Stored data entries:
-=-=-=-=-

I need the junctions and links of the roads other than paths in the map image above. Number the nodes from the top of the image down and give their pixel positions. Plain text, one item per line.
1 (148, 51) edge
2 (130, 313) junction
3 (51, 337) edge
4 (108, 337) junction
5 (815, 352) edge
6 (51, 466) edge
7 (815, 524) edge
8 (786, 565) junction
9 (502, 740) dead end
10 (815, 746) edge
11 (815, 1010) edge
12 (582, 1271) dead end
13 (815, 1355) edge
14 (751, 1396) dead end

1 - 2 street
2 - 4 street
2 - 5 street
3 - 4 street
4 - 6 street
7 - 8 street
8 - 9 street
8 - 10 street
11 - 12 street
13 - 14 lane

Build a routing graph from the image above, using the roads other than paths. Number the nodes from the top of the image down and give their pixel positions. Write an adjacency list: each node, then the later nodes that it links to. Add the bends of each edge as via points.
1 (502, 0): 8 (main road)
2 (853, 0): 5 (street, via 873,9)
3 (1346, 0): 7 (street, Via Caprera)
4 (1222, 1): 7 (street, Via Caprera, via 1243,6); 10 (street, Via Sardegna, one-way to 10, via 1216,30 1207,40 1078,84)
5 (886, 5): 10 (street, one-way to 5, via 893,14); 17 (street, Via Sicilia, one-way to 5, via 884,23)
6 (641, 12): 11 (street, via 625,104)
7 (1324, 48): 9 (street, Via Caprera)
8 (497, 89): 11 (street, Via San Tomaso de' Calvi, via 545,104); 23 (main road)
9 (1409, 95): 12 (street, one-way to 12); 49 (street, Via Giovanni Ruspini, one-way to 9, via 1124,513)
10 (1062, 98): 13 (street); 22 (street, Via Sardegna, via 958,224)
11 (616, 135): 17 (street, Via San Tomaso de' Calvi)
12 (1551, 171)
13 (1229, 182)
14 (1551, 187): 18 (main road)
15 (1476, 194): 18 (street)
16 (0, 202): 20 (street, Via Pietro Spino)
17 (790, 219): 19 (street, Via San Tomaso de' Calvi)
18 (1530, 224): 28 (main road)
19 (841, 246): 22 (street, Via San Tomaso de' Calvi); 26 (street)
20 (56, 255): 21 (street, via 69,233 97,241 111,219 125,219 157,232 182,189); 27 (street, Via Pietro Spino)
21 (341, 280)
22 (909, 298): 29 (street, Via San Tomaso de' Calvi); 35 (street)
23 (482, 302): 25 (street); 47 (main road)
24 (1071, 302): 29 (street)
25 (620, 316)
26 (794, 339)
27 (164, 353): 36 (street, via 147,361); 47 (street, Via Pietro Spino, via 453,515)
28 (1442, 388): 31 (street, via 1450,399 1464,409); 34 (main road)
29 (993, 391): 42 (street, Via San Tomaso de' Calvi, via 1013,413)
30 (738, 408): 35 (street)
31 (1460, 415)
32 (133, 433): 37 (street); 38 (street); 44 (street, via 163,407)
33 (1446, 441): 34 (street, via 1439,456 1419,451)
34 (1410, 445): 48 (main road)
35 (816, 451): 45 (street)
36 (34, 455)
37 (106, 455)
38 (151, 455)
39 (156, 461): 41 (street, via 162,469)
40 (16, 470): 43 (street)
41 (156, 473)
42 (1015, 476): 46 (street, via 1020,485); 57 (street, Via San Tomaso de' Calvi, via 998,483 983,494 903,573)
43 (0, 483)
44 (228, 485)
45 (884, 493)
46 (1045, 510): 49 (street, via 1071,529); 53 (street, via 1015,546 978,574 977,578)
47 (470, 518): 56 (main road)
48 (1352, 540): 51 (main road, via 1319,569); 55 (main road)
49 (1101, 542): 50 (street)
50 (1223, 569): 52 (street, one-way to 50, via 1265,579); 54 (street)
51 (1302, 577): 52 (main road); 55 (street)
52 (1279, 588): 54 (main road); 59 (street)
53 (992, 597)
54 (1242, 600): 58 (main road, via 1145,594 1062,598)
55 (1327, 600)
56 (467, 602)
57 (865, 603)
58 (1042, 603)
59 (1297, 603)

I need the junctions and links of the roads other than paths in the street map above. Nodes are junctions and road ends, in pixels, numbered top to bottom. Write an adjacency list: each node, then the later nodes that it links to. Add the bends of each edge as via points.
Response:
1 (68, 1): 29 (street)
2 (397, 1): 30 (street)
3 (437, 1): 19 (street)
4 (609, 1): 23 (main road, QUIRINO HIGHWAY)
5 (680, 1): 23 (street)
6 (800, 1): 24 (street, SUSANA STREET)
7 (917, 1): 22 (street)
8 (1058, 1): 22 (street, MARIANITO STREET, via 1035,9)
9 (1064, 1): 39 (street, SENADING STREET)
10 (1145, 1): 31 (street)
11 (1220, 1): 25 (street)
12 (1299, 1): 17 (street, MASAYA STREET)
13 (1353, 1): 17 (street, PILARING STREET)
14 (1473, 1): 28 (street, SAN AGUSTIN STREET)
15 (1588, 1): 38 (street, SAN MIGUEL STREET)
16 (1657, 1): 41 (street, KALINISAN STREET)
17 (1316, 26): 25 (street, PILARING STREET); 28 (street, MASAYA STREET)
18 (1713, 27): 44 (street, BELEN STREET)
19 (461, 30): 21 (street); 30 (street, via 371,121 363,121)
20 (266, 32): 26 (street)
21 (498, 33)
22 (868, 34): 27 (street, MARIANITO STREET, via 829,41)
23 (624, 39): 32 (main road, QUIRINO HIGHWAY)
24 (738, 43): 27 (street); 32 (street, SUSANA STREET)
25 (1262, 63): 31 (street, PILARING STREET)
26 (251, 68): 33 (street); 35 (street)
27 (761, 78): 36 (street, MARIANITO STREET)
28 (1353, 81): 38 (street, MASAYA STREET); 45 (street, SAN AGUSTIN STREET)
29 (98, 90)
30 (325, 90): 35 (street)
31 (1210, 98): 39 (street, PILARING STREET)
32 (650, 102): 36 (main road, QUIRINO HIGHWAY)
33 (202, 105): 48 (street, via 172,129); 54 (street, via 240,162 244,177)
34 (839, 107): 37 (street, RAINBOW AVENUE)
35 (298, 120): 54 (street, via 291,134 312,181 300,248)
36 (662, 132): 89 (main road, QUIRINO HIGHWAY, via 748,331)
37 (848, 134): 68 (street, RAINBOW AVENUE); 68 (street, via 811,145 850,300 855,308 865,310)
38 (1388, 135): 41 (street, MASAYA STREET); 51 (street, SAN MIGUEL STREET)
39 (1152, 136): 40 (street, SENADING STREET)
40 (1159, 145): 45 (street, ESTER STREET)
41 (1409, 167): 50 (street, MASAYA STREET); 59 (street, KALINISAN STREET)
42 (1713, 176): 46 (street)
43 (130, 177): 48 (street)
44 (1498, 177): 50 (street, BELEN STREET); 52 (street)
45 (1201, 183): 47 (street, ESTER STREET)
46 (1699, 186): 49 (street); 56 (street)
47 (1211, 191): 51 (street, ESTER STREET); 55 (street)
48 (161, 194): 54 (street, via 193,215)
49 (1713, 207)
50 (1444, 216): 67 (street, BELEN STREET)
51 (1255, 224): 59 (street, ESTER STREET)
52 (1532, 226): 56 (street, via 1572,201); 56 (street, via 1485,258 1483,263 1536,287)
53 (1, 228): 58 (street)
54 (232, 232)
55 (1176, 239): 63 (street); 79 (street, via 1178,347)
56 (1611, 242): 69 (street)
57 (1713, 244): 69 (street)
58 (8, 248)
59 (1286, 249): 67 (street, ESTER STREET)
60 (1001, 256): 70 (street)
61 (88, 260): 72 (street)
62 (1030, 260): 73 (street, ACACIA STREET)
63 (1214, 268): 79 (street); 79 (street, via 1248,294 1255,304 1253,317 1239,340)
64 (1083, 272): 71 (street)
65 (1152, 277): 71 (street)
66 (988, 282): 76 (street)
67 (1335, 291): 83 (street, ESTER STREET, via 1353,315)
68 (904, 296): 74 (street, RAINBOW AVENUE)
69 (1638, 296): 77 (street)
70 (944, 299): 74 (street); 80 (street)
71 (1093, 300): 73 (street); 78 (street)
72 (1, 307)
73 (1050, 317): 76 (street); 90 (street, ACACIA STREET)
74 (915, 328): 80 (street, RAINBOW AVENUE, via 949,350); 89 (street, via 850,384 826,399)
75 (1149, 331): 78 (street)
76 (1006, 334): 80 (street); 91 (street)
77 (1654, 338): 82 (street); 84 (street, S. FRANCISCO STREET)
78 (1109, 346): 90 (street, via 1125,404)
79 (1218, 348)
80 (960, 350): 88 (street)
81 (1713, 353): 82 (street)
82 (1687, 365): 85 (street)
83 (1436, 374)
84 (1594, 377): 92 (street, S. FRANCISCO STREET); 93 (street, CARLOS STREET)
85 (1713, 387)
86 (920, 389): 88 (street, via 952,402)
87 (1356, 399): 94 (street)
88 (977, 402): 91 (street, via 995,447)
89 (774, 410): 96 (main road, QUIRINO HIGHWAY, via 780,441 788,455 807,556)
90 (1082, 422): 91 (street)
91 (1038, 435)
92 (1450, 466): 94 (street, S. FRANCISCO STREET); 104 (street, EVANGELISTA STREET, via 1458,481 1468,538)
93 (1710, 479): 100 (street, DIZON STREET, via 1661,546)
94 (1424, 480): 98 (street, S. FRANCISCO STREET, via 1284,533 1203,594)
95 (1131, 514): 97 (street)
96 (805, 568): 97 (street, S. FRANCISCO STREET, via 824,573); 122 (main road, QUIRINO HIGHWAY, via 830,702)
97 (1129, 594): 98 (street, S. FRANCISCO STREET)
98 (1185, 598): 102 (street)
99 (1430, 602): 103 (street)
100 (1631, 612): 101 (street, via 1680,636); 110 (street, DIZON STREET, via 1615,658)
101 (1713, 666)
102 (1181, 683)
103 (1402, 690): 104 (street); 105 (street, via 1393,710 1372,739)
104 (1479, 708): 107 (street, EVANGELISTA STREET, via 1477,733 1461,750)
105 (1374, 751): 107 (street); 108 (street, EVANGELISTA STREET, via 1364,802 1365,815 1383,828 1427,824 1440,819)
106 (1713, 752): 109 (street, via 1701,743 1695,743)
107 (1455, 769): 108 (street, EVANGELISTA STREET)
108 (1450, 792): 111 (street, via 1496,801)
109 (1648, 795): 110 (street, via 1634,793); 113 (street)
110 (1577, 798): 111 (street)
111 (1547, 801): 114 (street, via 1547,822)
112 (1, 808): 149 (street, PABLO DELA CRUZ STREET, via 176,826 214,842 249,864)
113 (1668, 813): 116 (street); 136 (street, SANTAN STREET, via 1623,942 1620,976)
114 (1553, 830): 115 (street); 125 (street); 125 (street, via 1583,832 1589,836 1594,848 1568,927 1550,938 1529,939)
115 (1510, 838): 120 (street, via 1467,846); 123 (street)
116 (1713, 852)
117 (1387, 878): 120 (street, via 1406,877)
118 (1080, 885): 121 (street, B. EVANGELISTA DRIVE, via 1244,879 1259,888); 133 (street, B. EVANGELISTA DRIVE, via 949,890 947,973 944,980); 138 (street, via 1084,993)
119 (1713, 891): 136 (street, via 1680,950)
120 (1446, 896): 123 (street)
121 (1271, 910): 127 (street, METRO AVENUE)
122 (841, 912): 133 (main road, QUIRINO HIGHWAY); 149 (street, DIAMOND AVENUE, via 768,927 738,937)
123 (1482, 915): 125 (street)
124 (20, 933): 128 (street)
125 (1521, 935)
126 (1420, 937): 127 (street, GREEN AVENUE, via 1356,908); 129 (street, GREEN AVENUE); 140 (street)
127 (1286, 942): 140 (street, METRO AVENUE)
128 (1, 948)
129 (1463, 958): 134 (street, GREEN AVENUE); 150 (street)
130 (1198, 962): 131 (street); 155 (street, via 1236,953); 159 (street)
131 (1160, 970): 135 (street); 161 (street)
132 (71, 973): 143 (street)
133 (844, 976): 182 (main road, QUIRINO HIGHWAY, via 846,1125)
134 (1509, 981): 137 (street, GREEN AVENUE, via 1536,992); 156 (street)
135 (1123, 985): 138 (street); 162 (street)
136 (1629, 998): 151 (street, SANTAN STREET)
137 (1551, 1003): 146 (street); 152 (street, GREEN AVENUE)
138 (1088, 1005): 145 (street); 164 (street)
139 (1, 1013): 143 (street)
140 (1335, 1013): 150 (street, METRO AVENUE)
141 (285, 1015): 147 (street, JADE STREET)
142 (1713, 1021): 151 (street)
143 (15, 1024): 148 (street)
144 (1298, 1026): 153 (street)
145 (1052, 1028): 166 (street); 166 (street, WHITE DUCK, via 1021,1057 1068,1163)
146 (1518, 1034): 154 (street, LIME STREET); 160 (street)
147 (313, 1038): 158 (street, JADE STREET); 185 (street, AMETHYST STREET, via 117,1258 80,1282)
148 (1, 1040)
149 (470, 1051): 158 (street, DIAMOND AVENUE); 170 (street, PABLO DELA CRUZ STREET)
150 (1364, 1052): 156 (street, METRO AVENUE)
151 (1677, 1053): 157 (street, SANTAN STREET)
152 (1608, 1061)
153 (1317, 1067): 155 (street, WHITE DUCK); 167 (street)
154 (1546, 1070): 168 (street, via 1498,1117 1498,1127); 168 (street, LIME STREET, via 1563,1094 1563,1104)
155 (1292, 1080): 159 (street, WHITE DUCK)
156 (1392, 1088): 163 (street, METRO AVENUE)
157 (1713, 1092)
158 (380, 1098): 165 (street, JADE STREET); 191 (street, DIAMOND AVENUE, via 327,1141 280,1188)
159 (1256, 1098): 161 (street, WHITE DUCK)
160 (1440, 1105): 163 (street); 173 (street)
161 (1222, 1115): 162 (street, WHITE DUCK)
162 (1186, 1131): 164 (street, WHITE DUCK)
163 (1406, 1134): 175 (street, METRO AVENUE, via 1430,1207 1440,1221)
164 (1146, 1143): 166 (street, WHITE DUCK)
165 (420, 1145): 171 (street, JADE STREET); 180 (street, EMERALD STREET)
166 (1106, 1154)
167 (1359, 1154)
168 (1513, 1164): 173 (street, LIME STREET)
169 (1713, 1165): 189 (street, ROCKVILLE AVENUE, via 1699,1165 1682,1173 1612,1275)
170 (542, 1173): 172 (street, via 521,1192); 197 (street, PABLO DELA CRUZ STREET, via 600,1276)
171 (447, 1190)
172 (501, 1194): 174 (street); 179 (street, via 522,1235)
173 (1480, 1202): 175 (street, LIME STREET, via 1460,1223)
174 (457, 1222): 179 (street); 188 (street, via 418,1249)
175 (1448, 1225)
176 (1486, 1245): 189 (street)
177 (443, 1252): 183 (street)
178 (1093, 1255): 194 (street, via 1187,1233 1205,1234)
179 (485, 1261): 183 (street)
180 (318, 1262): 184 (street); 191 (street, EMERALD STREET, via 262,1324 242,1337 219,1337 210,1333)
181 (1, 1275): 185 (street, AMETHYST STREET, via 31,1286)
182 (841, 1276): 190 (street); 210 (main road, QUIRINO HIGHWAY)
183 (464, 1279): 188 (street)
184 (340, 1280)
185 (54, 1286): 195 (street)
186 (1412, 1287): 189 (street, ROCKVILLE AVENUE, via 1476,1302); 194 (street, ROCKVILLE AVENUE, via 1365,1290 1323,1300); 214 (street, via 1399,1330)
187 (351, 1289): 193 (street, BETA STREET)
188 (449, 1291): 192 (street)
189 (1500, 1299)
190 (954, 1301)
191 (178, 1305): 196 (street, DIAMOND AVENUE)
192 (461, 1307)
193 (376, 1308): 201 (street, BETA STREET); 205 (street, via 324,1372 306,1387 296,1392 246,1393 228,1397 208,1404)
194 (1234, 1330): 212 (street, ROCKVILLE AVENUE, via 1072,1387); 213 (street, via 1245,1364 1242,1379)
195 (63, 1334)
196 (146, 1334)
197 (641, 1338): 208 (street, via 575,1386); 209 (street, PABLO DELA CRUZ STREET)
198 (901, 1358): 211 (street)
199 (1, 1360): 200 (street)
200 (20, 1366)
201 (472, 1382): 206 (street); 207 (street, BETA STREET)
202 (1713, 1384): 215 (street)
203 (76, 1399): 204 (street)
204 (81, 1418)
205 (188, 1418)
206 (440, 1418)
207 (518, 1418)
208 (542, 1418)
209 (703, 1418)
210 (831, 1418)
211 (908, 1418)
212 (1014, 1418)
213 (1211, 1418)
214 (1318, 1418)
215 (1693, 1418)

-=-=-=-=-

= Work item =
For this exercise, find all lines in the records containing the word "roads" and copy them.

= Answer section =
I need the junctions and links of the roads other than paths in the map image above. Number the nodes from the top of the image down and give their pixel positions. Plain text, one item per line.
Build a routing graph from the image above, using the roads other than paths. Number the nodes from the top of the image down and give their pixel positions. Write an adjacency list: each node, then the later nodes that it links to. Add the bends of each edge as via points.
I need the junctions and links of the roads other than paths in the street map above. Nodes are junctions and road ends, in pixels, numbered top to bottom. Write an adjacency list: each node, then the later nodes that it links to. Add the bends of each edge as via points.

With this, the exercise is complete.